Getting confidence in the value of your data

(As shown to customers in your UI)

I'm talking to a prospective SAAS client right now, and they're trying to expose some analytics on their customers' data so that the customers can derive ROI from the SAAS on their own. The intent is that the data can also be useful to the SAAS sales team, as a tool to help prospects understand what the possible ROI might be.

I had a question for Dave around whether the project would be successful if we talked to the users, designed a bunch of interfaces, solicited feedback on the design outputs, and found out that the data, while interesting, didn't really help the customers derive ROI. Would the design engagement still be productive and a success in the end? Ultimately, I didn't want to take on a project if we had hunches that the data we had, while being the best possible available data and elegantly presented, may not help the end user or buyer calculate ROI.

Here's what Dave told me:

Yes, the design engagement would still be a success. It provides us a punchlist of what else we need to do, which is in-and-of-itself is useful; and presumably defines what the analysis/reporting needs would be once we get that data. Less of a success, or more of a delayed-gratification one, but still useful.

I thought this was interesting to share, and I hoped Dave would say this because it shows that sometimes, you have to do some design to figure out what the final design needs to be. You can't always plan ahead what the right solution is and moving from designing on assumption to designing on fact is powerful information to inform your product.

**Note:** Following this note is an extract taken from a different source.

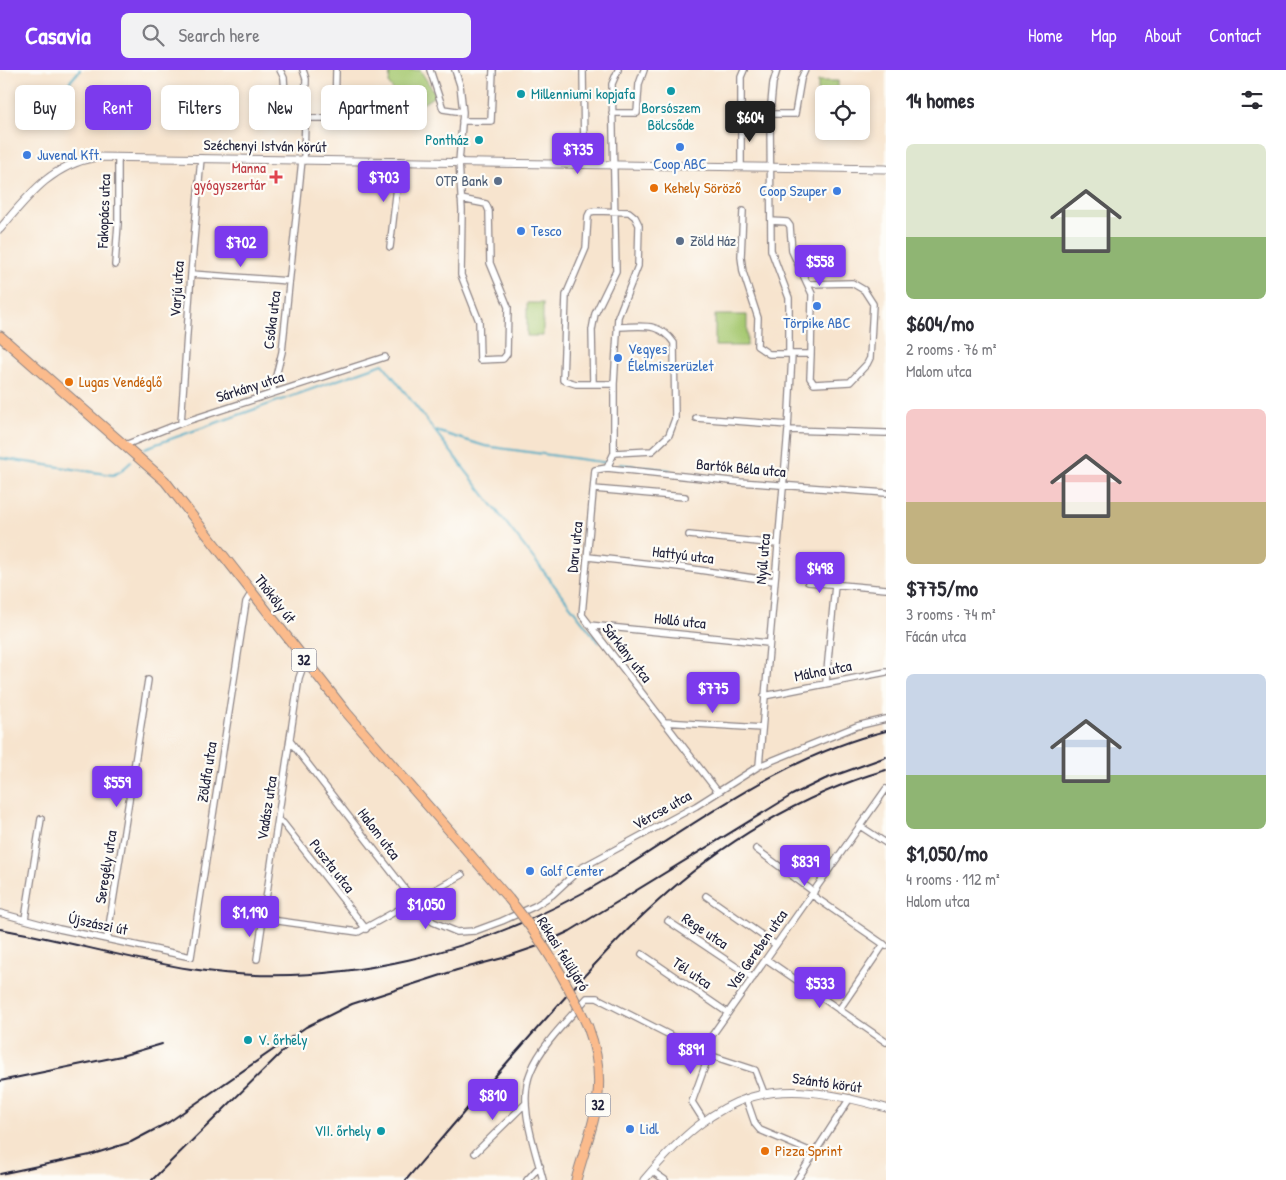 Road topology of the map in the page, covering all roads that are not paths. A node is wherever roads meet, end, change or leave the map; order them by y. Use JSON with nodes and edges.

Conversely, you can also spec out the entire project, including all the data/queries that customers said would be useful, write it into a spec or backlog, code it up, skip design, and then still have it not be successful because customers couldn't actually experience the ROI that your data was supposed to convey. A product backlog does not = a viable product. It's just a bunch of user stories or features. The glue holding them together, and what helps customers realize the ROI, is design.